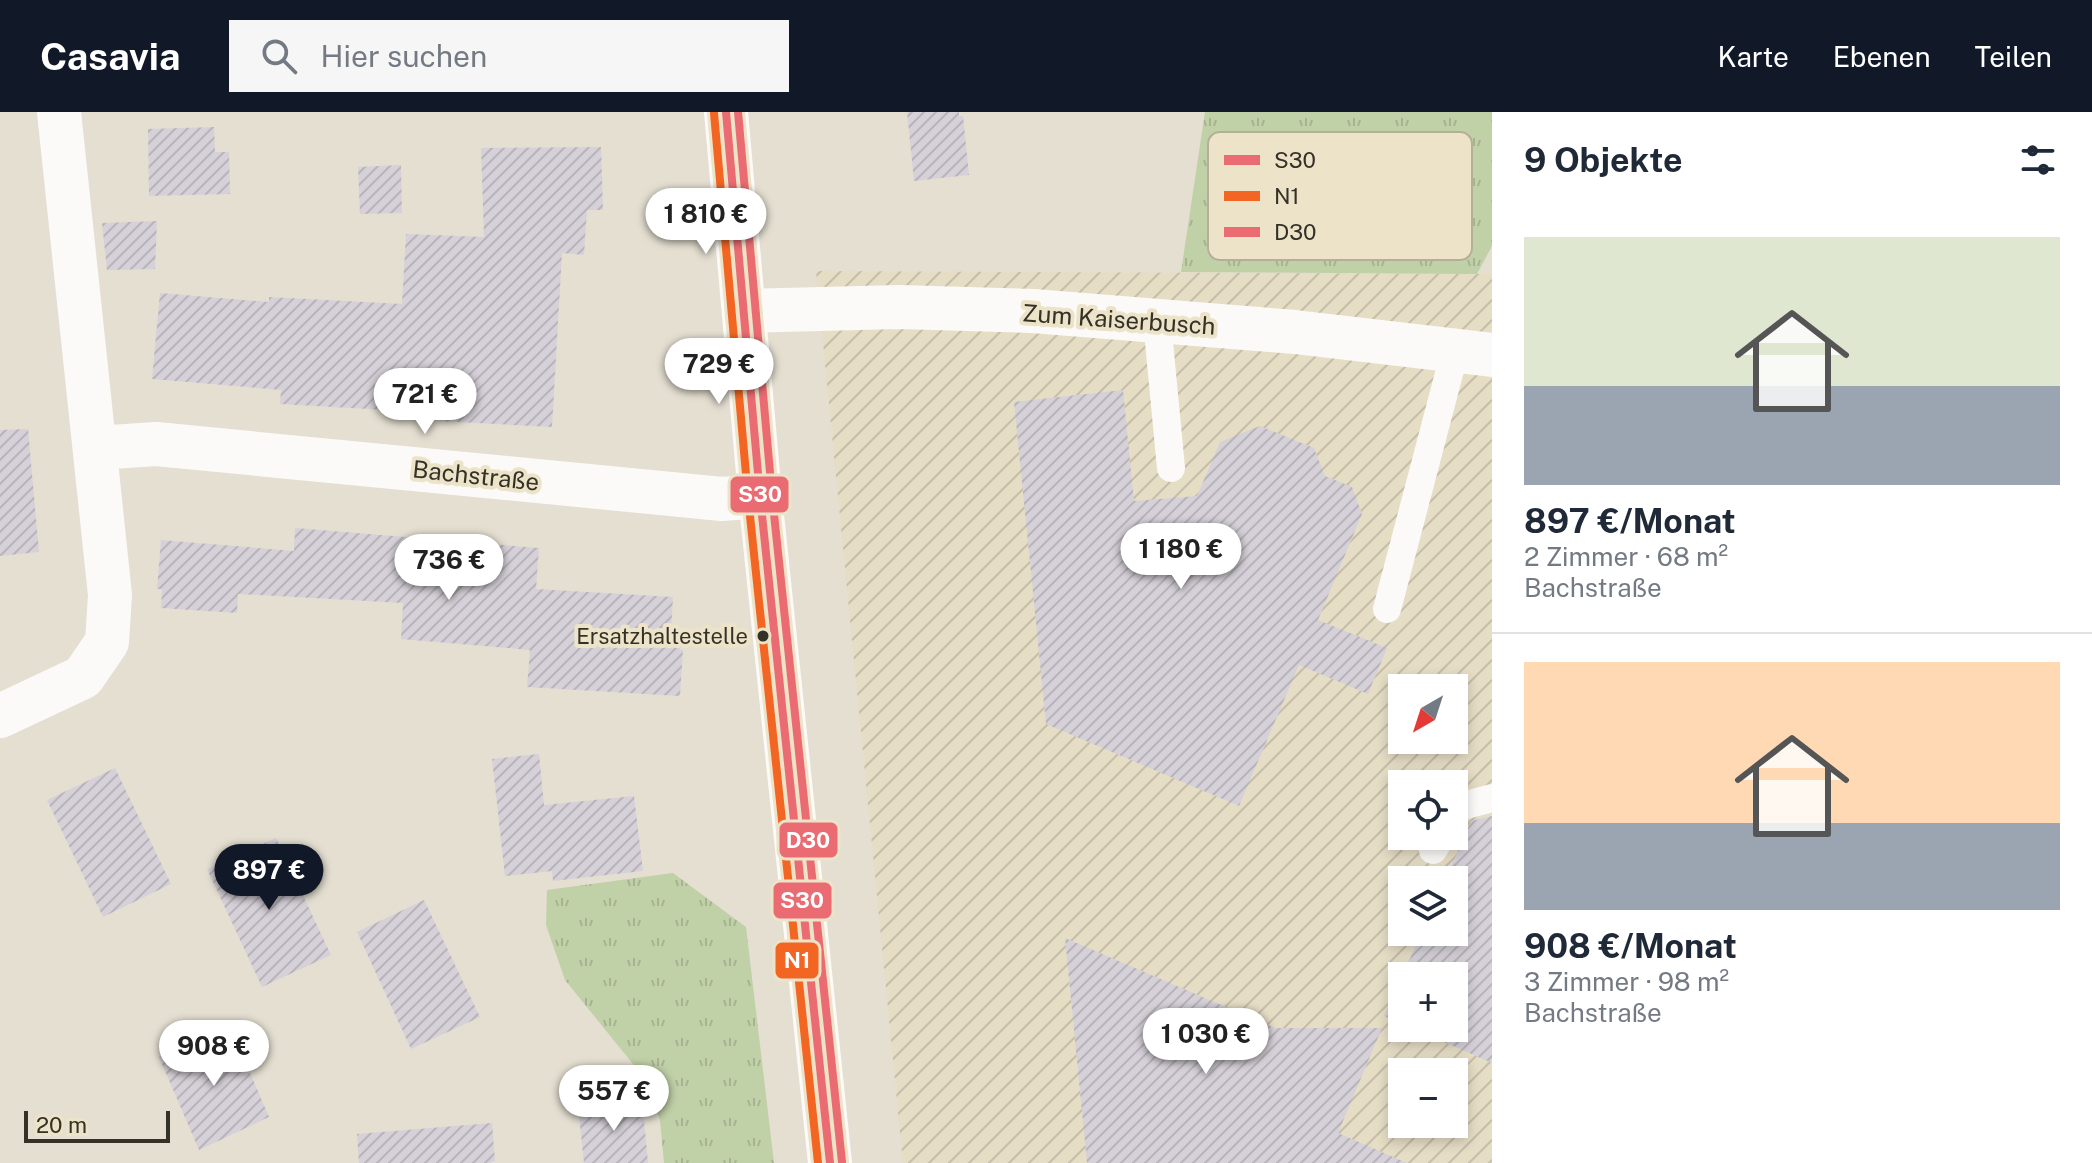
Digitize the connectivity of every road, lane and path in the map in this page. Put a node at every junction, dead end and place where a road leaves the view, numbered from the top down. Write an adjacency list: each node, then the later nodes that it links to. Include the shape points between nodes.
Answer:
1 (59, 112): 6 (street)
2 (726, 112): 3 (street)
3 (745, 311): 4 (street, Zum Kaiserbusch, via 899,307); 8 (street)
4 (1157, 321): 5 (street, Zum Kaiserbusch); 7 (lane)
5 (1474, 353): 9 (lane)
6 (96, 448): 8 (street, Bachstraße, via 156,444 722,499); 10 (street, via 110,595 107,642 83,677)
7 (1171, 468)
8 (760, 496): 13 (street)
9 (1387, 609)
10 (0, 716)
11 (1492, 798): 12 (lane)
12 (1468, 805)
13 (830, 1163)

┄┄┄┄┄┄┄┄┄┄

What the task requires
Word for word, print the material above, but without its pictures.

Task result
Digitize the connectivity of every road, lane and path in the map in this page. Put a node at every junction, dead end and place where a road leaves the view, numbered from the top down. Write an adjacency list: each node, then the later nodes that it links to. Include the shape points between nodes.
Answer:
1 (59, 112): 6 (street)
2 (726, 112): 3 (street)
3 (745, 311): 4 (street, Zum Kaiserbusch, via 899,307); 8 (street)
4 (1157, 321): 5 (street, Zum Kaiserbusch); 7 (lane)
5 (1474, 353): 9 (lane)
6 (96, 448): 8 (street, Bachstraße, via 156,444 722,499); 10 (street, via 110,595 107,642 83,677)
7 (1171, 468)
8 (760, 496): 13 (street)
9 (1387, 609)
10 (0, 716)
11 (1492, 798): 12 (lane)
12 (1468, 805)
13 (830, 1163)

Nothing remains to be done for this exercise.